The “mirror song” (“Who’s That Woman?”) brings a chorus line of flabby, stiff or haggard women into step with their younger selves.  One of my friends teared up to see this;  I was struck by the image of spry “Mrs. Whitman” stumbling mid-spin, disoriented, while her younger self twirled behind her.

But other stars of the show punched holes right through the fourth wall, as if they were trying to impress the audience at a benefit concert.  Regine, unsteady on her feet, anchored herself to a spot stage left and delivered "Ah, Paris!" sans enthusiasm (or consonants), and then paused to receive her expected allotment of applause.  Linda Lavin, swathed in a tight, shiny gold dress, belted "Broadway Baby" and even raised the pitch an octave for a grand smash.  But the song loses a lot of its interest if the aged singer who swears to "stick it till I'm on a bill all over Times Square" appears to be a confident, healthy, glamorous star.  The woman for whom it was written, Ethel Shutte, had lived those lines.  At seventy-five, she had once been a performer of the real Ziegfeld follies, a has – been, or a never-quite-was.  To see that old lady up there in her matronly skirt, finally getting her (last) chance to be in a "great, big, Broadway show" was wonderful, funny, and heart-breaking at the same time. 

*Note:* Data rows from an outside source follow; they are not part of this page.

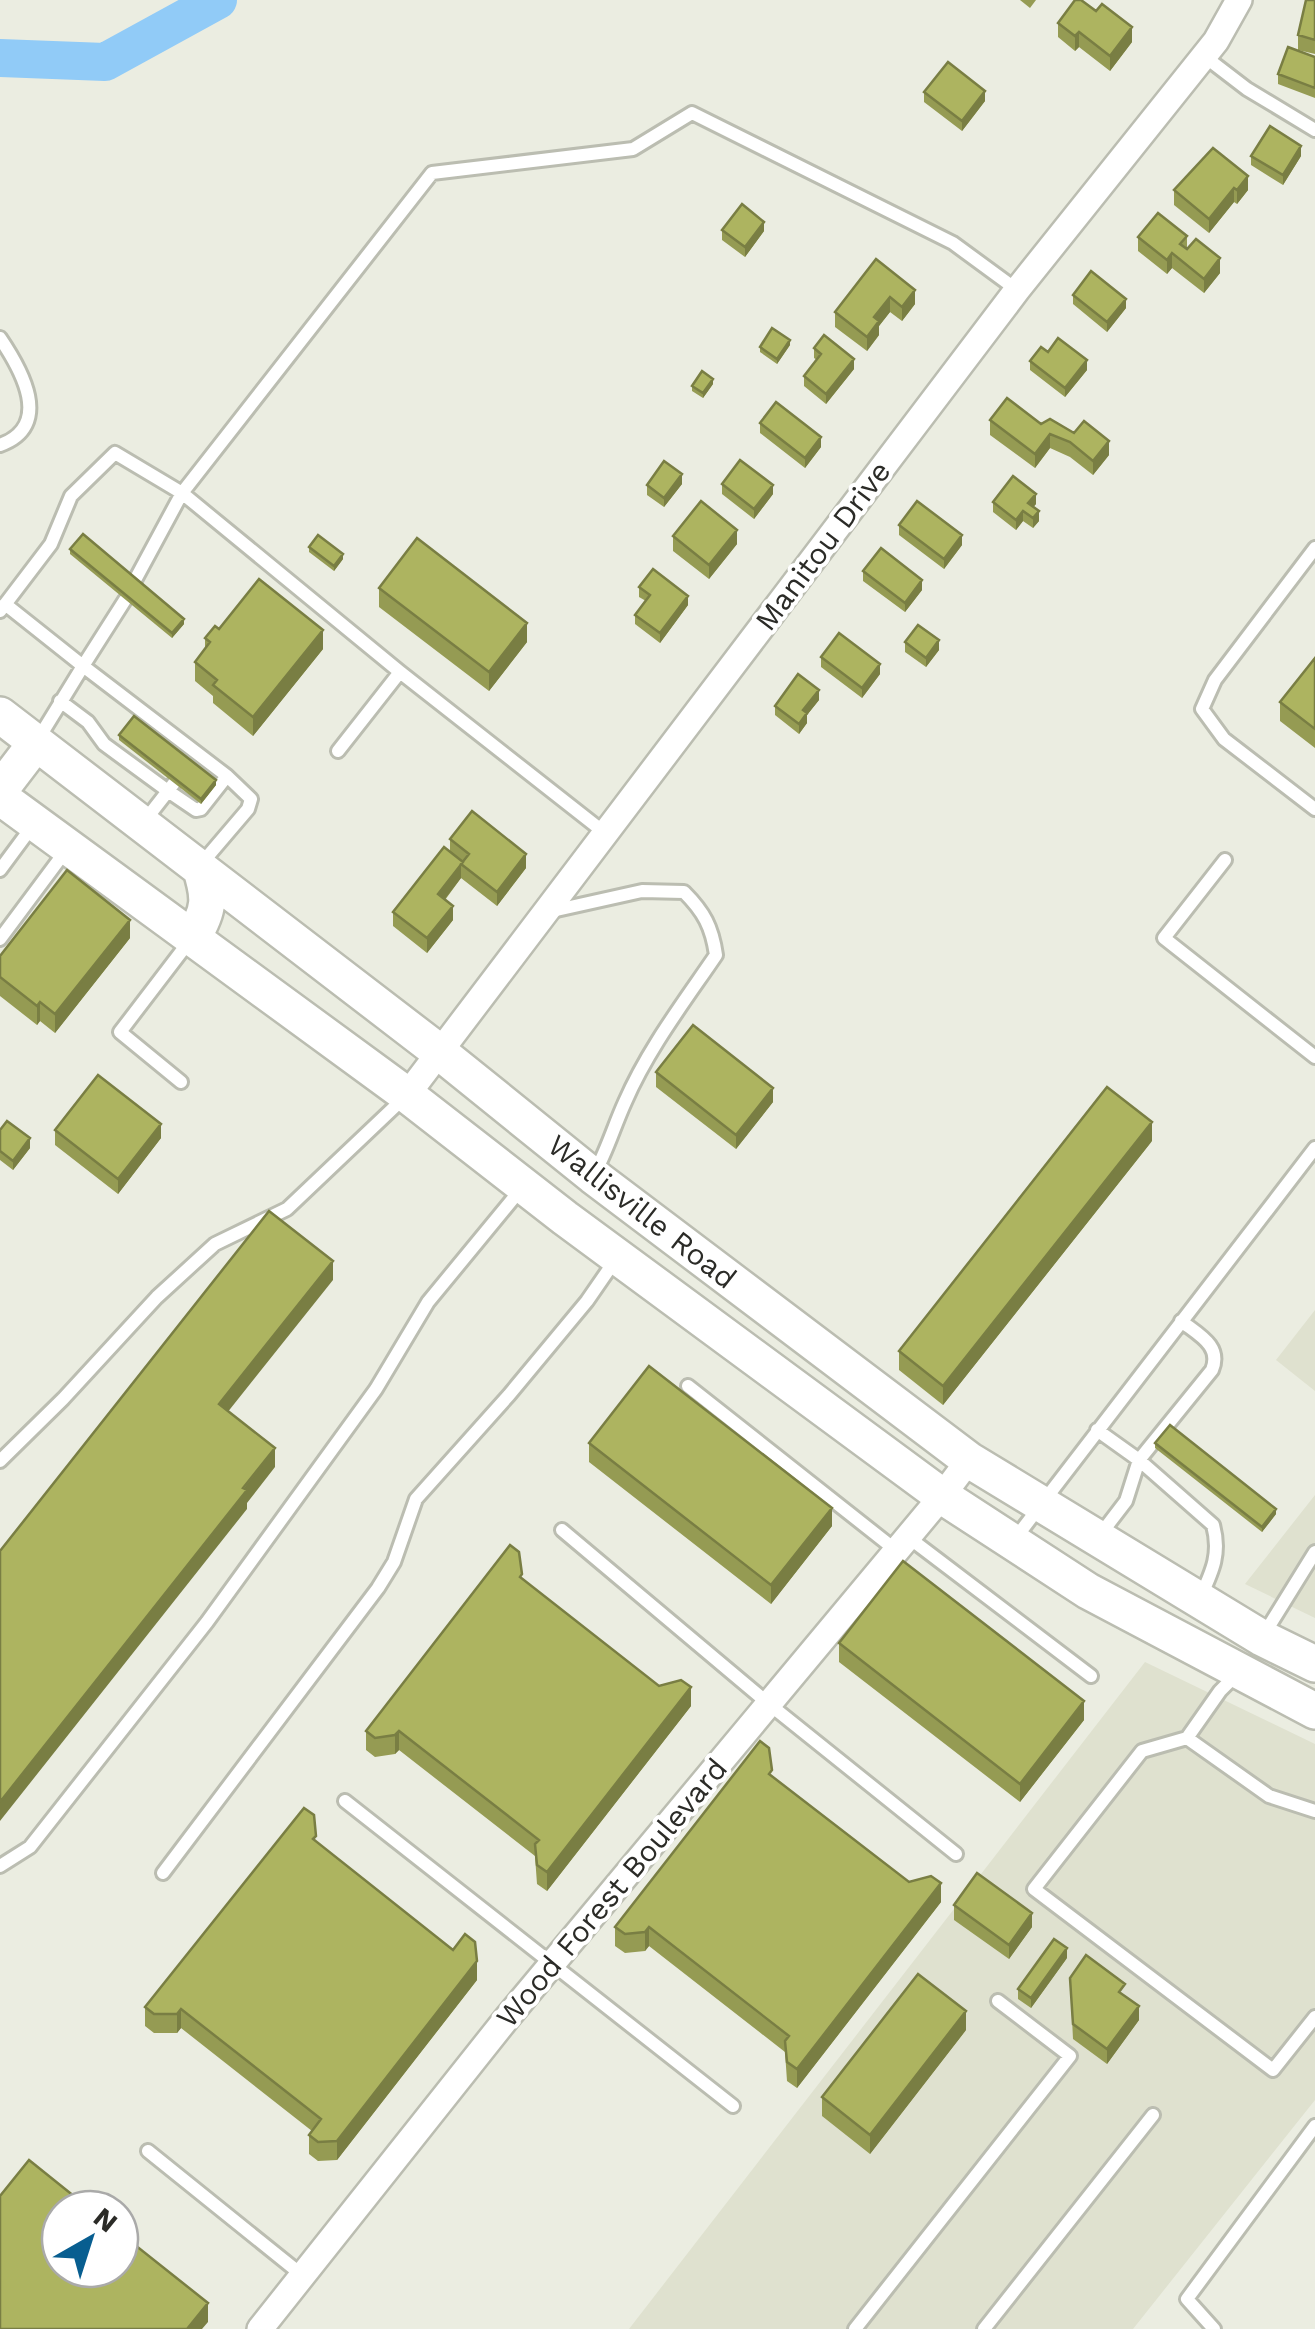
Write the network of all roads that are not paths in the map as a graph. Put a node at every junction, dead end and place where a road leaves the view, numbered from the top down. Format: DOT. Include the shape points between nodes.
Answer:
graph roads {
  1 [pos="1239,0"];
  2 [pos="1204,56"];
  3 [pos="1315,130"];
  4 [pos="1017,290"];
  5 [pos="0,338"];
  6 [pos="0,445"];
  7 [pos="182,493"];
  8 [pos="1315,548"];
  9 [pos="134,582"];
  10 [pos="126,600"];
  11 [pos="3,608"];
  12 [pos="83,666"];
  13 [pos="400,672"];
  14 [pos="60,701"];
  15 [pos="0,715"];
  16 [pos="36,742"];
  17 [pos="338,750"];
  18 [pos="228,776"];
  19 [pos="171,787"];
  20 [pos="0,794"];
  21 [pos="1315,809"];
  22 [pos="34,822"];
  23 [pos="143,823"];
  24 [pos="606,833"];
  25 [pos="69,847"];
  26 [pos="1226,860"];
  27 [pos="200,866"];
  28 [pos="0,870"];
  29 [pos="545,912"];
  30 [pos="193,938"];
  31 [pos="0,939"];
  32 [pos="438,1051"];
  33 [pos="1315,1058"];
  34 [pos="181,1082"];
  35 [pos="408,1095"];
  36 [pos="1315,1148"];
  37 [pos="593,1176"];
  38 [pos="524,1186"];
  39 [pos="565,1218"];
  40 [pos="618,1257"];
  41 [pos="1182,1321"];
  42 [pos="688,1386"];
  43 [pos="1097,1430"];
  44 [pos="968,1460"];
  45 [pos="1139,1460"];
  46 [pos="0,1461"];
  47 [pos="942,1496"];
  48 [pos="1040,1504"];
  49 [pos="562,1530"];
  50 [pos="1097,1539"];
  51 [pos="1012,1542"];
  52 [pos="903,1544"];
  53 [pos="1315,1552"];
  54 [pos="1199,1600"];
  55 [pos="1262,1638"];
  56 [pos="1315,1664"];
  57 [pos="1238,1673"];
  58 [pos="1091,1676"];
  59 [pos="770,1704"];
  60 [pos="1315,1711"];
  61 [pos="1187,1738"];
  62 [pos="345,1801"];
  63 [pos="1315,1811"];
  64 [pos="956,1854"];
  65 [pos="0,1866"];
  66 [pos="163,1873"];
  67 [pos="552,1964"];
  68 [pos="998,2001"];
  69 [pos="1315,2016"];
  70 [pos="733,2106"];
  71 [pos="1154,2116"];
  72 [pos="1315,2126"];
  73 [pos="148,2151"];
  74 [pos="302,2276"];
  75 [pos="260,2329"];
  76 [pos="855,2329"];
  77 [pos="984,2329"];
  78 [pos="1214,2329"];
  1 -- 2 [label="street, Manitou Drive"];
  2 -- 3 [label="lane"];
  2 -- 4 [label="street, Manitou Drive"];
  4 -- 7 [label="lane" via="953,244 692,113 633,149 432,173"];
  4 -- 24 [label="street, Manitou Drive"];
  5 -- 6 [label="lane" via="30,400 20,432"];
  7 -- 9 [label="lane"];
  7 -- 11 [label="lane" via="116,453 71,496 51,544"];
  7 -- 13 [label="lane"];
  8 -- 21 [label="lane" via="1215,680 1202,709 1224,739"];
  10 -- 12 [label="lane"];
  11 -- 12 [label="lane"];
  12 -- 14 [label="lane"];
  12 -- 18 [label="lane" via="193,758"];
  13 -- 17 [label="lane"];
  13 -- 24 [label="lane"];
  14 -- 16 [label="lane"];
  14 -- 19 [label="lane" via="104,744"];
  15 -- 16 [label="main road, Wallisville Road"];
  16 -- 20 [label="main road"];
  16 -- 23 [label="main road, Wallisville Road"];
  18 -- 19 [label="lane" via="200,810"];
  18 -- 27 [label="lane" via="251,805"];
  19 -- 23 [label="lane"];
  20 -- 22 [label="main road, Wallisville Road"];
  22 -- 25 [label="main road, Wallisville Road"];
  22 -- 28 [label="lane"];
  23 -- 27 [label="main road, Wallisville Road"];
  24 -- 29 [label="street, Manitou Drive"];
  25 -- 30 [label="main road, Wallisville Road"];
  25 -- 31 [label="lane"];
  26 -- 33 [label="lane" via="1164,938"];
  27 -- 30 [label="main road" via="206,915"];
  27 -- 32 [label="main road, Wallisville Road"];
  29 -- 32 [label="street, Manitou Drive"];
  29 -- 37 [label="lane" via="642,891 684,892 713,932 716,955 660,1037"];
  30 -- 34 [label="lane" via="120,1032"];
  30 -- 35 [label="main road, Wallisville Road"];
  32 -- 35 [label="street, Manitou Drive"];
  32 -- 37 [label="main road, Wallisville Road"];
  35 -- 38 [label="main road, Wallisville Road"];
  35 -- 46 [label="lane" via="287,1209 215,1244"];
  36 -- 41 [label="lane"];
  37 -- 39 [label="main road"];
  37 -- 44 [label="main road, Wallisville Road"];
  38 -- 39 [label="main road, Wallisville Road"];
  38 -- 65 [label="lane" via="428,1302 376,1388 207,1622 30,1848"];
  39 -- 40 [label="main road, Wallisville Road"];
  40 -- 47 [label="main road, Wallisville Road"];
  40 -- 66 [label="lane" via="509,1395 416,1498 378,1588"];
  41 -- 43 [label="lane"];
  41 -- 45 [label="lane" via="1213,1346 1216,1359"];
  42 -- 52 [label="lane"];
  43 -- 45 [label="lane"];
  43 -- 48 [label="lane"];
  44 -- 47 [label="street, Wood Forest Boulevard"];
  44 -- 48 [label="main road, Wallisville Road"];
  45 -- 50 [label="lane" via="1126,1502"];
  45 -- 54 [label="lane" via="1213,1525 1216,1563"];
  47 -- 51 [label="main road, Wallisville Road"];
  47 -- 52 [label="street, Wood Forest Boulevard"];
  48 -- 50 [label="main road, Wallisville Road"];
  48 -- 51 [label="lane"];
  49 -- 59 [label="lane"];
  50 -- 54 [label="main road, Wallisville Road"];
  51 -- 57 [label="main road, Wallisville Road" via="1088,1592"];
  52 -- 58 [label="lane"];
  52 -- 59 [label="street, Wood Forest Boulevard"];
  53 -- 55 [label="lane"];
  54 -- 55 [label="main road, Wallisville Road"];
  55 -- 56 [label="main road, Wallisville Road"];
  55 -- 57 [label="main road"];
  57 -- 60 [label="main road, Wallisville Road"];
  57 -- 61 [label="lane"];
  59 -- 64 [label="lane"];
  59 -- 67 [label="street, Wood Forest Boulevard"];
  61 -- 63 [label="lane" via="1269,1796"];
  61 -- 69 [label="lane" via="1142,1750 1034,1889 1272,2070"];
  62 -- 67 [label="lane"];
  67 -- 70 [label="lane"];
  67 -- 74 [label="street, Wood Forest Boulevard"];
  68 -- 76 [label="lane" via="1070,2056"];
  71 -- 77 [label="lane"];
  72 -- 78 [label="lane" via="1187,2298"];
  73 -- 74 [label="lane"];
  74 -- 75 [label="street, Wood Forest Boulevard"];
}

Diva Elaine Paige's version of “I’m Still Here” likewise suffered in comparison to earlier versions.   In the original, Yvonne De Carlo had lived much of what she was singing about, no one more the “sloe eyed vamp” than she in her 1950s film roles, and no role more “camp” than “Lily Munster” in the then-recent TV sitcom. In the 2001 production, Polly Bergen and her director got it just right:  For the first half of the song, the character was regaling laughing guests at the party.  She left them laughing with, “I got through Shirley Temple, and I’m here,” and retreated to a spotlight downstage left, close to the audience. There, she sang to us the more rueful verses that begin, “I’ve been through Reno, I’ve been through Beverly Hills….”  Paige didn’t seem to get that concept. Worse, to achieve the illusion of spontaneity, she stretched the end phrase every time, an annoying affectation.  The introspective part was just a generalized belt-fest, not an expression of character.

Perhaps no production of FOLLIES can be what that first one was. This one probably came as close as possible.